**Exercise aim:** Return copies of the lines below that mention "graph".

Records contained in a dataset
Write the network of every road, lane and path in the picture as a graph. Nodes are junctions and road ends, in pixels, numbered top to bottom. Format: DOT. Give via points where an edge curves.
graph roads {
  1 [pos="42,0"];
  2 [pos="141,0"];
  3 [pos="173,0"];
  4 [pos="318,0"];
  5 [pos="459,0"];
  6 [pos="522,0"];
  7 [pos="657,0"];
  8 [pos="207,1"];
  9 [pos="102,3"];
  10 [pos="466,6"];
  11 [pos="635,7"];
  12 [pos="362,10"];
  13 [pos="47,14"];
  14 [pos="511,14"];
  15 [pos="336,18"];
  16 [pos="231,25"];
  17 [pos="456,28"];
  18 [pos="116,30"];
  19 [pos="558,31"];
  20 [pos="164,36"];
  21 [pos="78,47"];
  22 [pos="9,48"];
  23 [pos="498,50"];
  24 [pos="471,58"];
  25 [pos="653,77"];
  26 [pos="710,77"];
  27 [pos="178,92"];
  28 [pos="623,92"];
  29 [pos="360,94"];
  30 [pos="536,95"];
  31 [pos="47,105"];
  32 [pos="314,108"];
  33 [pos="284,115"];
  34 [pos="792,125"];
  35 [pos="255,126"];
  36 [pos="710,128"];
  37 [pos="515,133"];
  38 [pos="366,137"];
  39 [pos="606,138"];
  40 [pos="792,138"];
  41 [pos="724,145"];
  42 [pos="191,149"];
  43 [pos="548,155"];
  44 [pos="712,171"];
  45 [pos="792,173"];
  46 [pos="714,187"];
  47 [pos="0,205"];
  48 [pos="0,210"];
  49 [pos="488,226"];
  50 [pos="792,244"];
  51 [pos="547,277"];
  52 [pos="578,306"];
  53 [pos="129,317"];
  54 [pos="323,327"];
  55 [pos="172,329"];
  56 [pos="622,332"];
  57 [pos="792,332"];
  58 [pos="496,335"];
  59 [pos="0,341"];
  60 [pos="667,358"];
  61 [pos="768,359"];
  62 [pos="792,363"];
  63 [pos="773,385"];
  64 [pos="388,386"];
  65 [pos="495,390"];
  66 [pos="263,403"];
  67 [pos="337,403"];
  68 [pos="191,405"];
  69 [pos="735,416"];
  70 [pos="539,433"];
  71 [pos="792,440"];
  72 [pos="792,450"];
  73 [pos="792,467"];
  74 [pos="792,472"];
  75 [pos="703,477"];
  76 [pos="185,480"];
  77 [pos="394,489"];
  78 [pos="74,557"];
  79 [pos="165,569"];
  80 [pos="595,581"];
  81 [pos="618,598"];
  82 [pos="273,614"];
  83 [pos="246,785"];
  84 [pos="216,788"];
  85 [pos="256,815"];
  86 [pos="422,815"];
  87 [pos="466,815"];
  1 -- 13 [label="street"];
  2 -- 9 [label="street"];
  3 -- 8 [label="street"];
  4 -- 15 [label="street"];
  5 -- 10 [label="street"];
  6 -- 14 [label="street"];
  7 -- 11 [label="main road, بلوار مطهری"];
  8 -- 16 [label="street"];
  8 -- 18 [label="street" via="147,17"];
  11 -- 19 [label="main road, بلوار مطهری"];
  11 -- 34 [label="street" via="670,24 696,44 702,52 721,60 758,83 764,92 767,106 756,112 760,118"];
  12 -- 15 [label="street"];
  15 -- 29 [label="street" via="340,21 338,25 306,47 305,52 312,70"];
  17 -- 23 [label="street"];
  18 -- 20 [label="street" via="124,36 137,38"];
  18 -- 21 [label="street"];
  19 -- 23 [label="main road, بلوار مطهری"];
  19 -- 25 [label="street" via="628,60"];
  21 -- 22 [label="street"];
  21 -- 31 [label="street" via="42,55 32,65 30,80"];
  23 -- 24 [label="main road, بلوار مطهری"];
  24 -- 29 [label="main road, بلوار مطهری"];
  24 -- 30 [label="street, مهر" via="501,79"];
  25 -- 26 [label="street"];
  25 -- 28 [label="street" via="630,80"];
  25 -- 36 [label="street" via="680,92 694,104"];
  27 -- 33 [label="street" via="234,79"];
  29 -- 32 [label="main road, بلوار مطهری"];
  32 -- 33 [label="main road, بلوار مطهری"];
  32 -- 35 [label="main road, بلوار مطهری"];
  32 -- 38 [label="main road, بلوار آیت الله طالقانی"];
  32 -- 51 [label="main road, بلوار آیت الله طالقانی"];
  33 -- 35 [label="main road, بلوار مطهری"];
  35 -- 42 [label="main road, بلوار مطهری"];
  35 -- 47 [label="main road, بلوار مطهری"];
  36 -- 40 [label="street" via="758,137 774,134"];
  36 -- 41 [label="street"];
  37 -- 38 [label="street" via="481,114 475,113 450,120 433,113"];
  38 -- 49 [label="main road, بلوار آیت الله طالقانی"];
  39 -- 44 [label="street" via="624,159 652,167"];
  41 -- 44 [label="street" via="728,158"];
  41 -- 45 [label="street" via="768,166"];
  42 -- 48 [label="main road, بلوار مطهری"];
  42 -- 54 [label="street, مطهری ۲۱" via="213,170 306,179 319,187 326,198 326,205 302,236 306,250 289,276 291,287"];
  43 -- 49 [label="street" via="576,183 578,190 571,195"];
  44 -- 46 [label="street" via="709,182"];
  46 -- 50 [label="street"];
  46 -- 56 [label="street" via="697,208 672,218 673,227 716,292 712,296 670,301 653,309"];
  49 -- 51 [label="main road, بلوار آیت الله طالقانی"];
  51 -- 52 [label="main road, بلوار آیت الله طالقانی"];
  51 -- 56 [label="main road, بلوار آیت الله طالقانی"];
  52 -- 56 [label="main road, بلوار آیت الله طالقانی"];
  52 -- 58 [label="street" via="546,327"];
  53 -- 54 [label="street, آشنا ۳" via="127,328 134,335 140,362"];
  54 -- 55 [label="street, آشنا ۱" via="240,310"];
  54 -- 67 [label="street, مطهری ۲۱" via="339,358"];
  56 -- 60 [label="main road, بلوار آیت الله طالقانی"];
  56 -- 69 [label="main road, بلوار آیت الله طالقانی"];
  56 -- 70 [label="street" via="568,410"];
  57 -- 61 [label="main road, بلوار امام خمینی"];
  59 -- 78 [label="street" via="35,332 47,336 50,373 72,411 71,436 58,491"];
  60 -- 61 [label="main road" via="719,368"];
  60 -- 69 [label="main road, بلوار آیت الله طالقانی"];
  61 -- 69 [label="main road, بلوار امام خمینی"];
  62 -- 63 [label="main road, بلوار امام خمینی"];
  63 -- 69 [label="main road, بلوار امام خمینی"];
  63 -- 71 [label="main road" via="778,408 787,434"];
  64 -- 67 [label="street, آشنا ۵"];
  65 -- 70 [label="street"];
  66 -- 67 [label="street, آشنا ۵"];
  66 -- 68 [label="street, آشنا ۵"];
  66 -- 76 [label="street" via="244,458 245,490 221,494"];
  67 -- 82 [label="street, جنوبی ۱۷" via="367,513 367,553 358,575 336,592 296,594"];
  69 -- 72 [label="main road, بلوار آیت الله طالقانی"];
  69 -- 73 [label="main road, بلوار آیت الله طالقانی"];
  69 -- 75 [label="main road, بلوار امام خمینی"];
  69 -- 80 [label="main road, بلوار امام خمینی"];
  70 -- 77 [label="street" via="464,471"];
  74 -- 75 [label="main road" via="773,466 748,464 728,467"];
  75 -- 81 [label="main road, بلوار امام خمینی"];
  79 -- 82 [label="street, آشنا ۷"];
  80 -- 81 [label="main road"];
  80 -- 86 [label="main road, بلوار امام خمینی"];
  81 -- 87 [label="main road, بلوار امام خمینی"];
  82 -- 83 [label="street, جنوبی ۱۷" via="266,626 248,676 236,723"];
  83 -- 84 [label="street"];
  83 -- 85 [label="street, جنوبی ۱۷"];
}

**Answer space:**
Write the network of every road, lane and path in the picture as a graph. Nodes are junctions and road ends, in pixels, numbered top to bottom. Format: DOT. Give via points where an edge curves.
graph roads {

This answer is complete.